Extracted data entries
-=-=-

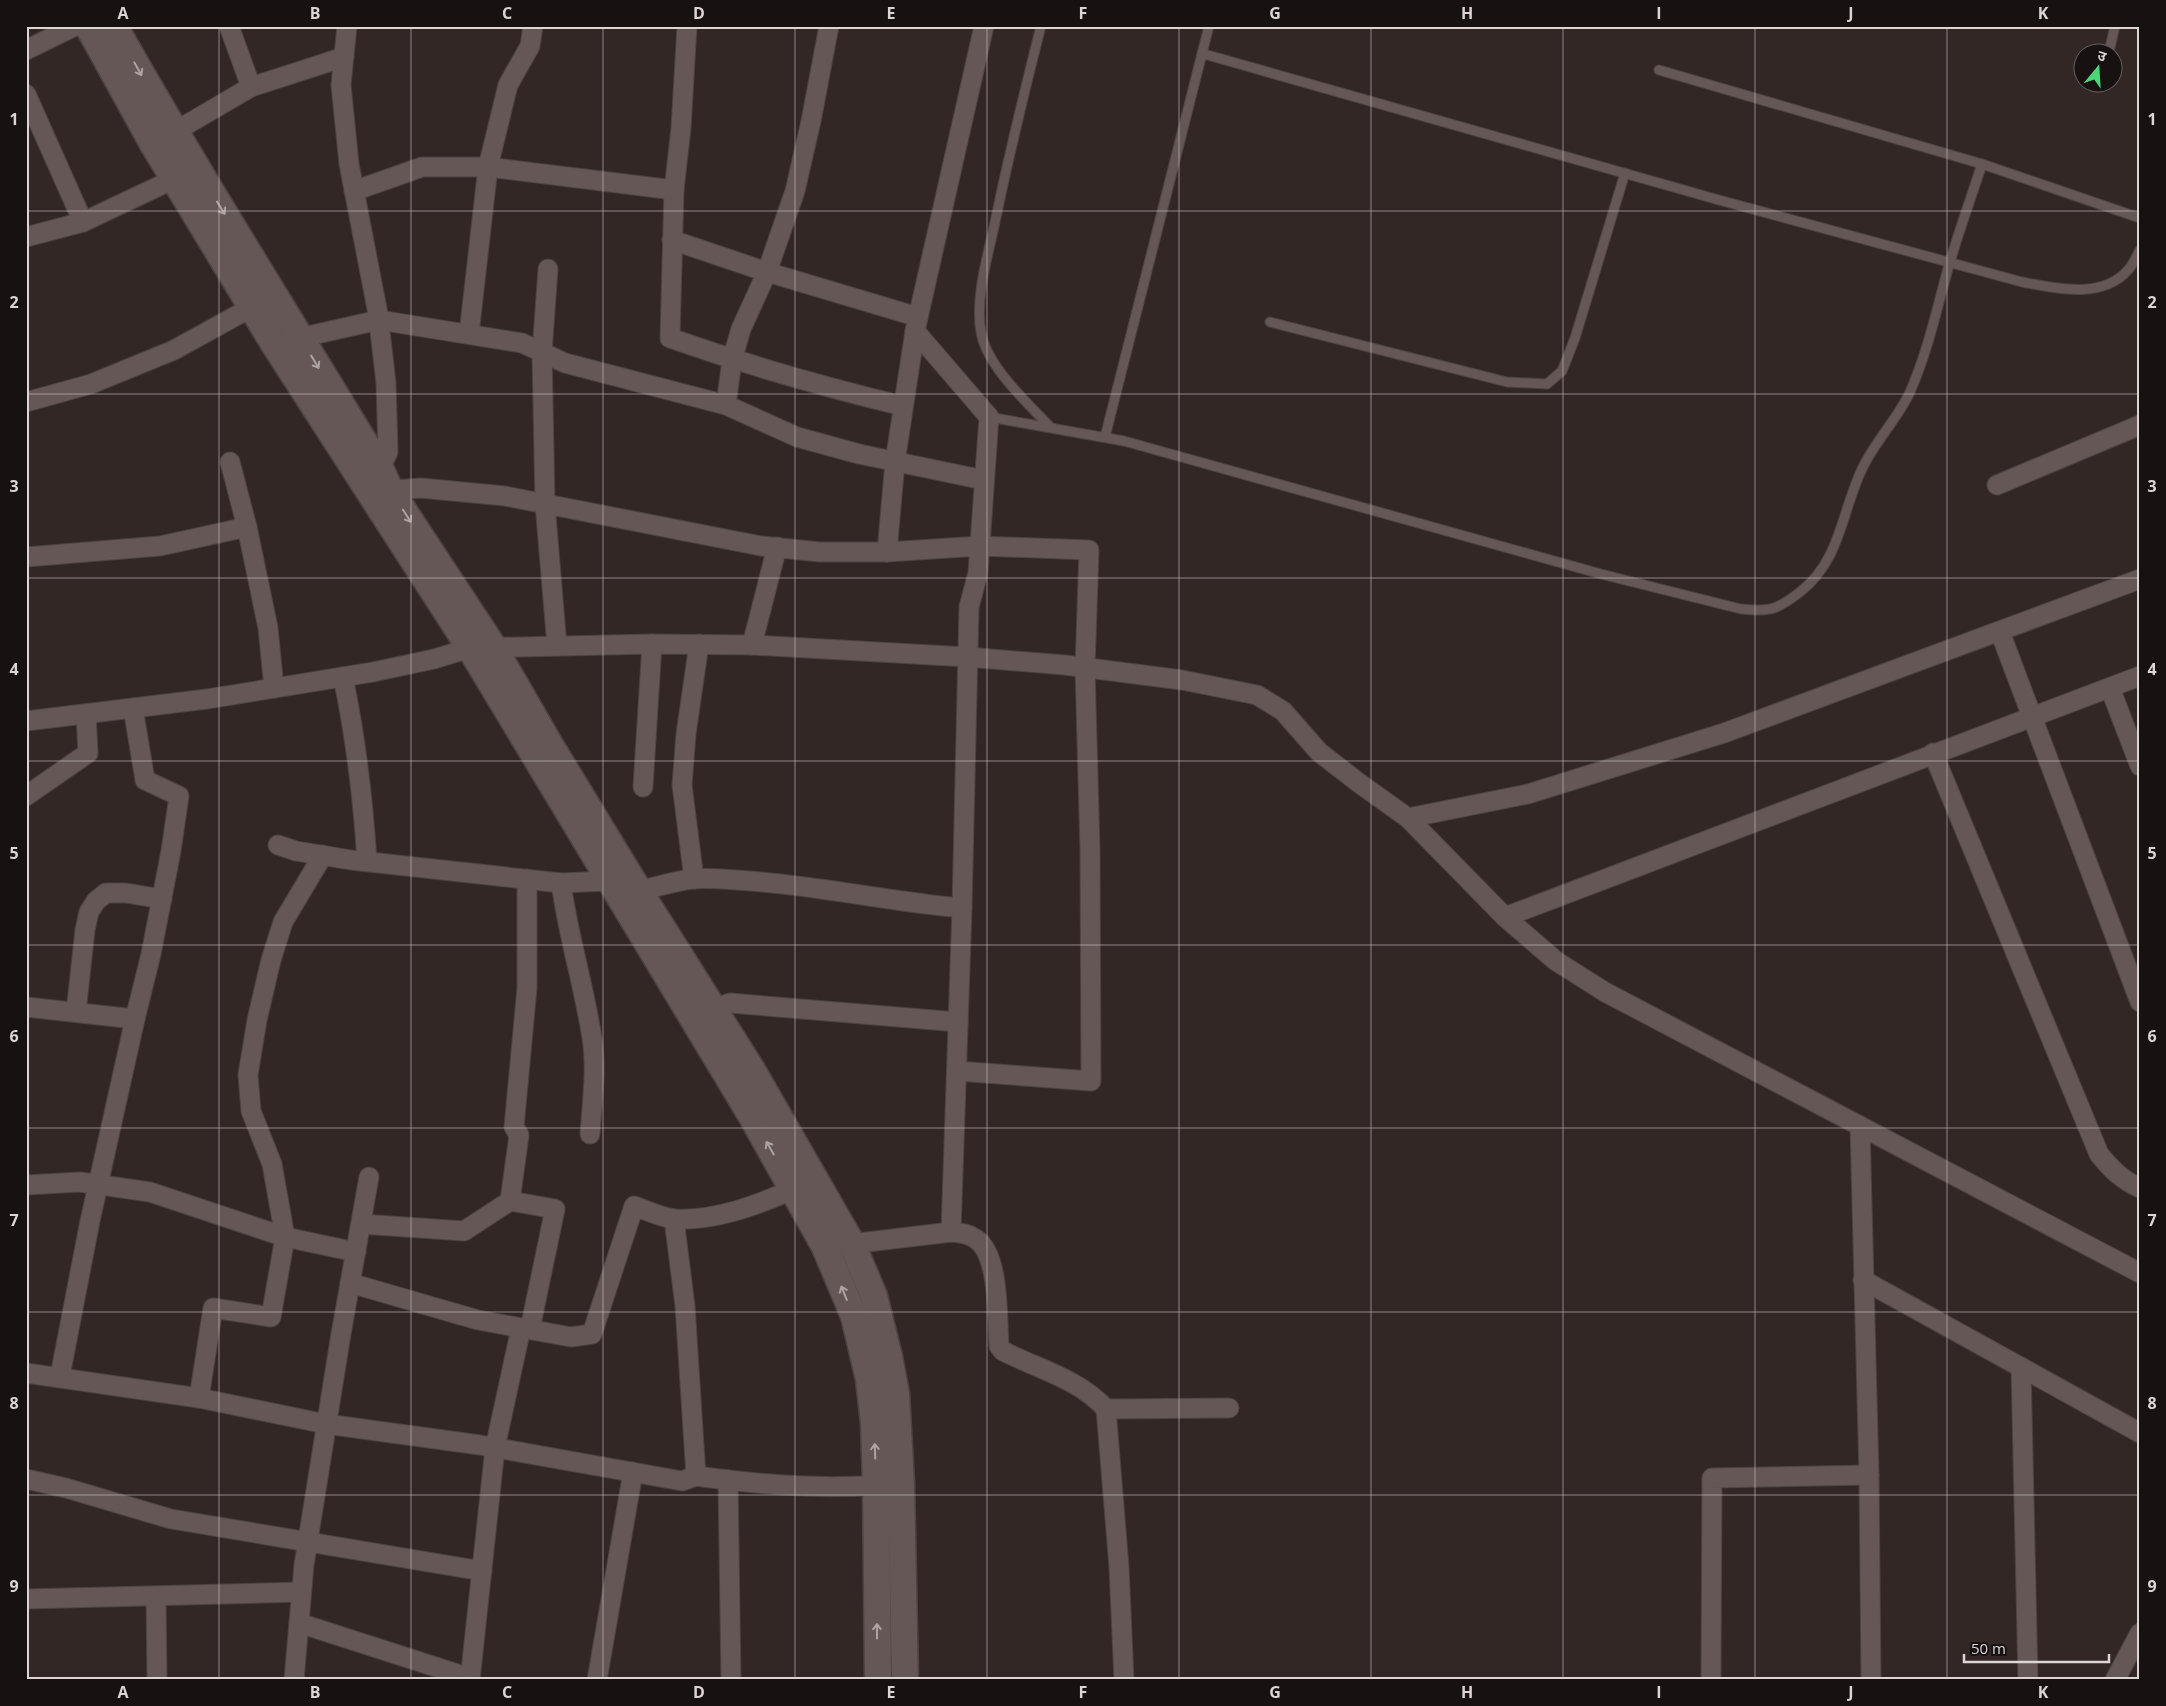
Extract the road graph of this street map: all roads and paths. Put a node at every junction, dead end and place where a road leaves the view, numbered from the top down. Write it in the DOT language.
graph roads {
  1 [pos="75,26"];
  2 [pos="88,26"];
  3 [pos="114,26"];
  4 [pos="229,26"];
  5 [pos="533,26"];
  6 [pos="687,26"];
  7 [pos="829,26"];
  8 [pos="984,26"];
  9 [pos="1041,26"];
  10 [pos="1209,26"];
  11 [pos="2115,26"];
  12 [pos="347,27"];
  13 [pos="2111,42"];
  14 [pos="26,50"];
  15 [pos="1204,54"];
  16 [pos="344,57"];
  17 [pos="1659,70"];
  18 [pos="251,87"];
  19 [pos="26,94"];
  20 [pos="174,132"];
  21 [pos="1982,164"];
  22 [pos="488,167"];
  23 [pos="1625,173"];
  24 [pos="174,179"];
  25 [pos="674,190"];
  26 [pos="354,191"];
  27 [pos="2140,218"];
  28 [pos="83,222"];
  29 [pos="26,237"];
  30 [pos="672,240"];
  31 [pos="2140,250"];
  32 [pos="1950,263"];
  33 [pos="548,269"];
  34 [pos="767,272"];
  35 [pos="252,307"];
  36 [pos="379,320"];
  37 [pos="1270,322"];
  38 [pos="917,324"];
  39 [pos="469,334"];
  40 [pos="301,337"];
  41 [pos="274,344"];
  42 [pos="542,352"];
  43 [pos="732,360"];
  44 [pos="26,402"];
  45 [pos="726,405"];
  46 [pos="903,406"];
  47 [pos="989,418"];
  48 [pos="2140,425"];
  49 [pos="1050,427"];
  50 [pos="1104,437"];
  51 [pos="230,462"];
  52 [pos="895,462"];
  53 [pos="984,480"];
  54 [pos="380,483"];
  55 [pos="1997,485"];
  56 [pos="545,504"];
  57 [pos="247,527"];
  58 [pos="980,546"];
  59 [pos="778,548"];
  60 [pos="887,552"];
  61 [pos="26,557"];
  62 [pos="2140,579"];
  63 [pos="2000,632"];
  64 [pos="652,644"];
  65 [pos="699,644"];
  66 [pos="752,645"];
  67 [pos="557,646"];
  68 [pos="482,648"];
  69 [pos="967,657"];
  70 [pos="1085,668"];
  71 [pos="2140,676"];
  72 [pos="344,677"];
  73 [pos="274,688"];
  74 [pos="2110,688"];
  75 [pos="133,708"];
  76 [pos="86,714"];
  77 [pos="2033,717"];
  78 [pos="26,721"];
  79 [pos="1933,753"];
  80 [pos="2140,766"];
  81 [pos="643,787"];
  82 [pos="26,796"];
  83 [pos="1408,818"];
  84 [pos="278,845"];
  85 [pos="323,855"];
  86 [pos="367,862"];
  87 [pos="527,878"];
  88 [pos="694,879"];
  89 [pos="561,882"];
  90 [pos="622,890"];
  91 [pos="162,899"];
  92 [pos="962,908"];
  93 [pos="1505,917"];
  94 [pos="2140,1002"];
  95 [pos="26,1007"];
  96 [pos="76,1012"];
  97 [pos="702,1013"];
  98 [pos="135,1018"];
  99 [pos="958,1022"];
  100 [pos="957,1071"];
  101 [pos="1860,1126"];
  102 [pos="590,1134"];
  103 [pos="369,1176"];
  104 [pos="26,1185"];
  105 [pos="98,1185"];
  106 [pos="2140,1188"];
  107 [pos="794,1189"];
  108 [pos="510,1201"];
  109 [pos="674,1219"];
  110 [pos="361,1224"];
  111 [pos="951,1232"];
  112 [pos="286,1237"];
  113 [pos="852,1244"];
  114 [pos="825,1247"];
  115 [pos="356,1252"];
  116 [pos="2140,1273"];
  117 [pos="1864,1280"];
  118 [pos="350,1283"];
  119 [pos="525,1329"];
  120 [pos="2022,1367"];
  121 [pos="26,1373"];
  122 [pos="60,1376"];
  123 [pos="199,1398"];
  124 [pos="1229,1408"];
  125 [pos="1106,1409"];
  126 [pos="326,1424"];
  127 [pos="2140,1433"];
  128 [pos="495,1448"];
  129 [pos="633,1472"];
  130 [pos="1869,1475"];
  131 [pos="696,1476"];
  132 [pos="26,1479"];
  133 [pos="728,1480"];
  134 [pos="876,1485"];
  135 [pos="308,1542"];
  136 [pos="482,1570"];
  137 [pos="301,1592"];
  138 [pos="156,1597"];
  139 [pos="26,1599"];
  140 [pos="299,1623"];
  141 [pos="2140,1633"];
  142 [pos="470,1679"];
  143 [pos="157,1680"];
  144 [pos="294,1680"];
  145 [pos="597,1680"];
  146 [pos="731,1680"];
  147 [pos="878,1680"];
  148 [pos="905,1680"];
  149 [pos="1124,1680"];
  150 [pos="1711,1680"];
  151 [pos="1871,1680"];
  152 [pos="2028,1680"];
  153 [pos="2115,1680"];
  1 -- 14 [label="street"];
  2 -- 24 [label="street"];
  3 -- 20 [label="street, one-way"];
  4 -- 18 [label="street"];
  5 -- 22 [label="street"];
  6 -- 25 [label="street"];
  7 -- 34 [label="street"];
  8 -- 38 [label="street"];
  9 -- 49 [label="lane"];
  10 -- 15 [label="lane"];
  11 -- 13 [label="lane"];
  12 -- 16 [label="street"];
  15 -- 23 [label="lane"];
  15 -- 50 [label="lane"];
  16 -- 18 [label="street"];
  16 -- 26 [label="street"];
  17 -- 21 [label="lane"];
  18 -- 20 [label="street"];
  19 -- 28 [label="street"];
  20 -- 40 [label="street, one-way"];
  21 -- 27 [label="lane"];
  21 -- 32 [label="lane"];
  22 -- 25 [label="street"];
  22 -- 26 [label="street"];
  22 -- 39 [label="street"];
  23 -- 32 [label="lane"];
  23 -- 37 [label="lane"];
  24 -- 28 [label="street"];
  24 -- 35 [label="street"];
  25 -- 30 [label="street"];
  26 -- 36 [label="street"];
  28 -- 29 [label="street"];
  30 -- 34 [label="street"];
  30 -- 43 [label="street"];
  31 -- 32 [label="lane"];
  32 -- 50 [label="lane"];
  33 -- 42 [label="street"];
  34 -- 38 [label="street"];
  34 -- 43 [label="street"];
  35 -- 41 [label="street"];
  35 -- 44 [label="street"];
  36 -- 39 [label="street"];
  36 -- 40 [label="street"];
  36 -- 54 [label="street"];
  38 -- 46 [label="street"];
  38 -- 47 [label="street"];
  39 -- 42 [label="street"];
  40 -- 41 [label="street"];
  40 -- 54 [label="street, one-way"];
  41 -- 54 [label="street"];
  42 -- 45 [label="street"];
  42 -- 56 [label="street"];
  43 -- 45 [label="street"];
  43 -- 46 [label="street"];
  45 -- 52 [label="street"];
  46 -- 52 [label="street"];
  47 -- 49 [label="lane"];
  47 -- 53 [label="street"];
  48 -- 55 [label="street"];
  49 -- 50 [label="lane"];
  51 -- 57 [label="street"];
  52 -- 53 [label="street"];
  52 -- 60 [label="street"];
  53 -- 58 [label="street"];
  54 -- 56 [label="street"];
  54 -- 68 [label="street"];
  56 -- 59 [label="street"];
  56 -- 67 [label="street"];
  57 -- 61 [label="street"];
  57 -- 73 [label="street"];
  58 -- 60 [label="street"];
  58 -- 69 [label="street"];
  58 -- 70 [label="street"];
  59 -- 60 [label="street"];
  59 -- 66 [label="street"];
  62 -- 63 [label="street"];
  63 -- 77 [label="street"];
  63 -- 83 [label="street"];
  64 -- 65 [label="street"];
  64 -- 67 [label="street"];
  64 -- 81 [label="street"];
  65 -- 66 [label="street"];
  65 -- 88 [label="street"];
  66 -- 69 [label="street"];
  67 -- 68 [label="street"];
  68 -- 72 [label="street"];
  68 -- 90 [label="street"];
  69 -- 70 [label="street"];
  69 -- 92 [label="street"];
  70 -- 83 [label="street"];
  70 -- 100 [label="street"];
  71 -- 74 [label="street"];
  72 -- 73 [label="street"];
  72 -- 86 [label="street"];
  73 -- 75 [label="street"];
  74 -- 77 [label="street"];
  74 -- 80 [label="street"];
  75 -- 76 [label="street"];
  75 -- 91 [label="street"];
  76 -- 78 [label="street"];
  76 -- 82 [label="street"];
  77 -- 79 [label="street"];
  77 -- 94 [label="street"];
  79 -- 93 [label="street"];
  79 -- 106 [label="street"];
  83 -- 93 [label="street"];
  84 -- 85 [label="street"];
  85 -- 86 [label="street"];
  85 -- 112 [label="street"];
  86 -- 87 [label="street"];
  87 -- 89 [label="street"];
  87 -- 108 [label="street"];
  88 -- 90 [label="street"];
  88 -- 92 [label="street"];
  89 -- 90 [label="street"];
  89 -- 102 [label="street"];
  90 -- 97 [label="street"];
  91 -- 96 [label="street"];
  91 -- 98 [label="street"];
  92 -- 99 [label="street"];
  93 -- 101 [label="street"];
  95 -- 96 [label="street"];
  96 -- 98 [label="street"];
  97 -- 99 [label="street"];
  107 -- 97 [label="street, one-way"];
  97 -- 113 [label="street"];
  98 -- 105 [label="street"];
  99 -- 100 [label="street"];
  100 -- 111 [label="street"];
  101 -- 116 [label="street"];
  101 -- 117 [label="street"];
  103 -- 110 [label="street"];
  104 -- 105 [label="street"];
  105 -- 112 [label="street"];
  105 -- 122 [label="street"];
  107 -- 109 [label="street"];
  107 -- 114 [label="street"];
  108 -- 110 [label="street"];
  108 -- 119 [label="street"];
  109 -- 119 [label="street"];
  109 -- 131 [label="street"];
  110 -- 115 [label="street"];
  111 -- 113 [label="street"];
  111 -- 125 [label="street"];
  112 -- 115 [label="street"];
  112 -- 123 [label="street"];
  113 -- 114 [label="street"];
  113 -- 148 [label="street"];
  134 -- 114 [label="street, one-way"];
  115 -- 118 [label="street"];
  117 -- 120 [label="street"];
  117 -- 130 [label="street"];
  118 -- 119 [label="street"];
  118 -- 126 [label="street"];
  119 -- 128 [label="street"];
  120 -- 127 [label="street"];
  120 -- 152 [label="street"];
  121 -- 122 [label="street"];
  122 -- 123 [label="street"];
  123 -- 126 [label="street"];
  124 -- 125 [label="street"];
  125 -- 149 [label="street"];
  126 -- 128 [label="street"];
  126 -- 135 [label="street"];
  128 -- 129 [label="street"];
  128 -- 136 [label="street"];
  129 -- 131 [label="street"];
  129 -- 145 [label="street"];
  130 -- 150 [label="street"];
  130 -- 151 [label="street"];
  131 -- 133 [label="street"];
  132 -- 135 [label="street"];
  133 -- 134 [label="street"];
  133 -- 146 [label="street"];
  147 -- 134 [label="street, one-way"];
  135 -- 136 [label="street"];
  135 -- 137 [label="street"];
  136 -- 142 [label="street"];
  137 -- 138 [label="street"];
  137 -- 140 [label="street"];
  138 -- 139 [label="street"];
  138 -- 143 [label="street"];
  140 -- 142 [label="street"];
  140 -- 144 [label="street"];
  141 -- 153 [label="street"];
}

-=-=-

▶ [Required action] Only lines with the word "roads" count here; copy every one from the records.

▶ [Task answer]
Extract the road graph of this street map: all roads and paths. Put a node at every junction, dead end and place where a road leaves the view, numbered from the top down. Write it in the DOT language.
graph roads {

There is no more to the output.